In [0]:
# ⭐ Silver → Gold – NYC Yellow Taxi (Analytics-Ready)

This notebook:
- Reads **Silver** Delta
- Applies **data quality checks**, **standardizes types & names**
- Creates derived features for BI (e.g., `trip_duration_minutes`, `tip_percentage`)
- Builds a **star schema** with **dimensions** and a **fact** table
- Saves & registers all as **Delta tables** in `gold` schema

## Import Libraries

In [0]:
from pyspark.sql import SparkSession
from pyspark.sql.functions import col
from pyspark.sql.functions import to_timestamp
from pyspark.sql.functions import datediff, expr, to_date, hour, when, round
from pyspark.sql.functions import lit, trim, lower, initcap, when, monotonically_increasing_id
from pyspark.sql import Window
from pyspark.sql.functions import dense_rank
import logging

## Configurations

#### Logger

In [0]:
import logging
logger = logging.getLogger("SilverToGold-Analytics")
if not logger.hasHandlers():
    logging.basicConfig(level=logging.INFO, format="%(asctime)s - %(levelname)s - %(message)s")
logger.info("Logger initialized.")

## Constants and Parameters

In [0]:
# I/O paths (ADLS Gen2 via abfss)
silver_path = "abfss://silver@assportfolio.dfs.core.windows.net/nyc/taxi/yellow/"
gold_base   = "abfss://gold@assportfolio.dfs.core.windows.net/nyc/taxi/yellow/"

# Gold table locations
gold_dim_vendor_path       = f"{gold_base}dim_vendor/"
gold_dim_payment_type_path = f"{gold_base}dim_payment_type/"
gold_dim_rate_code_path    = f"{gold_base}dim_rate_code/"
gold_fact_trips_path       = f"{gold_base}fact_yellow_trips/"

# Metastore tables
gold_schema = "gold"
tbl_dim_vendor       = f"{gold_schema}.dim_vendor"
tbl_dim_payment_type = f"{gold_schema}.dim_payment_type"
tbl_dim_rate_code    = f"{gold_schema}.dim_rate_code"
tbl_fact_trips       = f"{gold_schema}.fact_yellow_trips"

## Main Process

#### Read Silver Data

In [0]:
df_silver = spark.read.format("delta").load(silver_path)
logger.info(f"Loaded Silver rows: {df_silver.count()}")
df_silver.printSchema()


#### Minor Transformations

##### Data Quality Gates (lightweight)

In [0]:
# Required columns expected from Silver step
required_cols = [
    "vendor_id","pickup_datetime","dropoff_datetime","passenger_count",
    "trip_distance","ratecodeid","store_and_fwd_flag","payment_type",
    "fare_amount","extra","mta_tax","tip_amount","tolls_amount",
    "improvement_surcharge","total_amount","congestion_surcharge"
]

missing = [c for c in required_cols if c not in df_silver.columns]
if missing:
    raise ValueError(f"Missing required columns in Silver: {missing}")
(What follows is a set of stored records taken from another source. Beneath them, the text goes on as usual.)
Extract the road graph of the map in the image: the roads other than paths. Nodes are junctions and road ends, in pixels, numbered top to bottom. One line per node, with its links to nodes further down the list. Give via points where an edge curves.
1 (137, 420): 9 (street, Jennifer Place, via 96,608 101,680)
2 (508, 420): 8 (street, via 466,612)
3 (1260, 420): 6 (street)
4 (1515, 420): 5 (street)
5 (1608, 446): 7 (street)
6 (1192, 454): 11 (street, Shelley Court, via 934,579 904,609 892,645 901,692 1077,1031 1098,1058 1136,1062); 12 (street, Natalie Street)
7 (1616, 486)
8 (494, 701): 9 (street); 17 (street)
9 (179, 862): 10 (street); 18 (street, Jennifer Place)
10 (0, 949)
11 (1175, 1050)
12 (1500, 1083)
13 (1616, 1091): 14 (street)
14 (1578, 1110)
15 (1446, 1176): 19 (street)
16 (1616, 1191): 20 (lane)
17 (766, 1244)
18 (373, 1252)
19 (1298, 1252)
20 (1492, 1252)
# Basic sanity filters (e.g., non-negative fares/distance, valid times)
df_sq = (
    df_silver
    .where(col("pickup_datetime").isNotNull() & col("dropoff_datetime").isNotNull())
    .where(col("trip_distance").cast("double") >= 0.0)
    .where(col("total_amount").cast("double").isNotNull())
)
logger.info(f"Rows after sanity filters: {df_sq.count()}")
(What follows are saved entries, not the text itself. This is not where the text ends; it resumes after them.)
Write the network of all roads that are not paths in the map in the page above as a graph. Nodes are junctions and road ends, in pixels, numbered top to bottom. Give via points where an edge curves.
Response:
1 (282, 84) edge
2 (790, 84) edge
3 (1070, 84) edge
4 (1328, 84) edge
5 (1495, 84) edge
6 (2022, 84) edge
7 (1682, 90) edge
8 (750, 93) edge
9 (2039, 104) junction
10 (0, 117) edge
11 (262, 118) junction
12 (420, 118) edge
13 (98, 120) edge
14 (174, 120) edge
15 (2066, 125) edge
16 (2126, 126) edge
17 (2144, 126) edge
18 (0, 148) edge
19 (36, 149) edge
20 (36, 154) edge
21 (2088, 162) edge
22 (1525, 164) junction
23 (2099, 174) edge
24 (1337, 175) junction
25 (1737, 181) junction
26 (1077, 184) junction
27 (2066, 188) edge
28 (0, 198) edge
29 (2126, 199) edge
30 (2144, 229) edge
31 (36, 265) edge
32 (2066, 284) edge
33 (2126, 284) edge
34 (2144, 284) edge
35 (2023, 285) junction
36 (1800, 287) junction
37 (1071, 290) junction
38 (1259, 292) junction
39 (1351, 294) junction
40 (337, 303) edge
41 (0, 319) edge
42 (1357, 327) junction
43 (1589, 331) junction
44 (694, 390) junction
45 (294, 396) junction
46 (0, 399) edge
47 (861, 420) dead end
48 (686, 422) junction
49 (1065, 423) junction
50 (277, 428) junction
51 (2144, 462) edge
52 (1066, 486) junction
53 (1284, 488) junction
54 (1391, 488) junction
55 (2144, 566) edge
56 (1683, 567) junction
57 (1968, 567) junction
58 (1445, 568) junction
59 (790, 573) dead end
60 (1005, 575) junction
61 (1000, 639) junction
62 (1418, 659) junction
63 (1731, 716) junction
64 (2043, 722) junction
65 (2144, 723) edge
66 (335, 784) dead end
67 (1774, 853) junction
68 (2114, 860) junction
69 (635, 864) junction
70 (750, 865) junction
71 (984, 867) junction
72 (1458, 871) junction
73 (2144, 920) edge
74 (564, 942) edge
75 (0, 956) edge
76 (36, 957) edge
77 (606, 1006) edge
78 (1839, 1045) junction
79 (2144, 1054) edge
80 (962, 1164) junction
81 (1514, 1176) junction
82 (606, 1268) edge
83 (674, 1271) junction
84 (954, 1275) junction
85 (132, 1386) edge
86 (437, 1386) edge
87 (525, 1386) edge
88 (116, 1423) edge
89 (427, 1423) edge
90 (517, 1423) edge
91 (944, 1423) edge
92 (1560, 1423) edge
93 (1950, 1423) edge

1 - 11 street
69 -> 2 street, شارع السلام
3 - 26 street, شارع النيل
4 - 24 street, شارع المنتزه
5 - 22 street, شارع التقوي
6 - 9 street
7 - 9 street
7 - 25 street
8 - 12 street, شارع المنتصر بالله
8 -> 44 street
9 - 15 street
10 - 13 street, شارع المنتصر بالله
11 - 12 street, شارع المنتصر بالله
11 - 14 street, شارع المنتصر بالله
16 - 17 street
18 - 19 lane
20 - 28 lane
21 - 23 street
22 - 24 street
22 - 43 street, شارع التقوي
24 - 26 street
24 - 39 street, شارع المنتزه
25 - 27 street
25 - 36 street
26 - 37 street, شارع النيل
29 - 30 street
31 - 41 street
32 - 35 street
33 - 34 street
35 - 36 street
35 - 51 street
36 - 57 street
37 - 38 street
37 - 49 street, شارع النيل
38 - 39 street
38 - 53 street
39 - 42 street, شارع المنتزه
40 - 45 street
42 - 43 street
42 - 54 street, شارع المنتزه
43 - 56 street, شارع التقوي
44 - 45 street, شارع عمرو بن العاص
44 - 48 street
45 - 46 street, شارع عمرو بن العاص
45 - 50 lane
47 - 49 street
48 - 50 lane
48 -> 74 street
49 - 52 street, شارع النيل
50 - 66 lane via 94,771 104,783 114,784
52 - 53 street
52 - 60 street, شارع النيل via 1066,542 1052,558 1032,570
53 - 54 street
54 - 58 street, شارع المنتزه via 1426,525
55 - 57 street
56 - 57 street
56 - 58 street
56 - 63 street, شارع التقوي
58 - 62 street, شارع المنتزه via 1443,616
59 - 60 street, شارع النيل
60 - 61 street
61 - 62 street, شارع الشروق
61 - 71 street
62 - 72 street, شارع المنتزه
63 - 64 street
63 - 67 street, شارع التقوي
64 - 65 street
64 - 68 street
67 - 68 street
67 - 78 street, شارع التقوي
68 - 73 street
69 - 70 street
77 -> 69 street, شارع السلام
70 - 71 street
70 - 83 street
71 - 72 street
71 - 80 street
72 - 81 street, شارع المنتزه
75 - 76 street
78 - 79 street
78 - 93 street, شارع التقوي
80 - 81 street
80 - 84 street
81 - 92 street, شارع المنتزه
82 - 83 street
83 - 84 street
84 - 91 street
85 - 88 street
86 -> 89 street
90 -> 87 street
##### Standardize Schema & Types

In [0]:
df_std = (
    df_sq
    # timestamps
    .withColumn("pickup_datetime",  to_timestamp(col("pickup_datetime")))
    .withColumn("dropoff_datetime", to_timestamp(col("dropoff_datetime")))
    # numerics
    .withColumn("passenger_count",       col("passenger_count").cast("int"))
    .withColumn("trip_distance",         col("trip_distance").cast("double"))
    .withColumn("ratecodeid",            col("ratecodeid").cast("int"))
    .withColumn("payment_type",          col("payment_type").cast("int"))
    .withColumn("fare_amount",           col("fare_amount").cast("double"))
    .withColumn("extra",                 col("extra").cast("double"))
    .withColumn("mta_tax",               col("mta_tax").cast("double"))
    .withColumn("tip_amount",            col("tip_amount").cast("double"))
    .withColumn("tolls_amount",          col("tolls_amount").cast("double"))
    .withColumn("improvement_surcharge", col("improvement_surcharge").cast("double"))
    .withColumn("total_amount",          col("total_amount").cast("double"))
    .withColumn("congestion_surcharge",  col("congestion_surcharge").cast("double"))
)
logger.info("Schema standardized.")

##### Derive Analytics Features

In [0]:
df_feat = (
    df_std
    .withColumn("trip_duration_minutes", (expr("unix_timestamp(dropoff_datetime) - unix_timestamp(pickup_datetime)"))/60.0)
    .withColumn("trip_date", to_date(col("pickup_datetime")))
    .withColumn("pickup_hour", hour(col("pickup_datetime")))
    .withColumn("tip_percentage",
        when(col("fare_amount") > 0, (col("tip_amount")/col("fare_amount"))*100.0).otherwise(None)
    )
    .withColumn("had_congestion_surcharge", (col("congestion_surcharge") > 0).cast("boolean"))
    .withColumn("store_and_fwd_flag", when(col("store_and_fwd_flag")=="Y", "Y").otherwise("N"))
)

# Optional: cap absurd durations/distances for clean analytics
df_feat = df_feat.where((col("trip_duration_minutes") >= 0) & (col("trip_duration_minutes") <= 720))  # <=12h
df_feat = df_feat.where(col("trip_distance") <= 200)  # cap 200 miles

logger.info(f"Rows after feature derivation/filters: {df_feat.count()}")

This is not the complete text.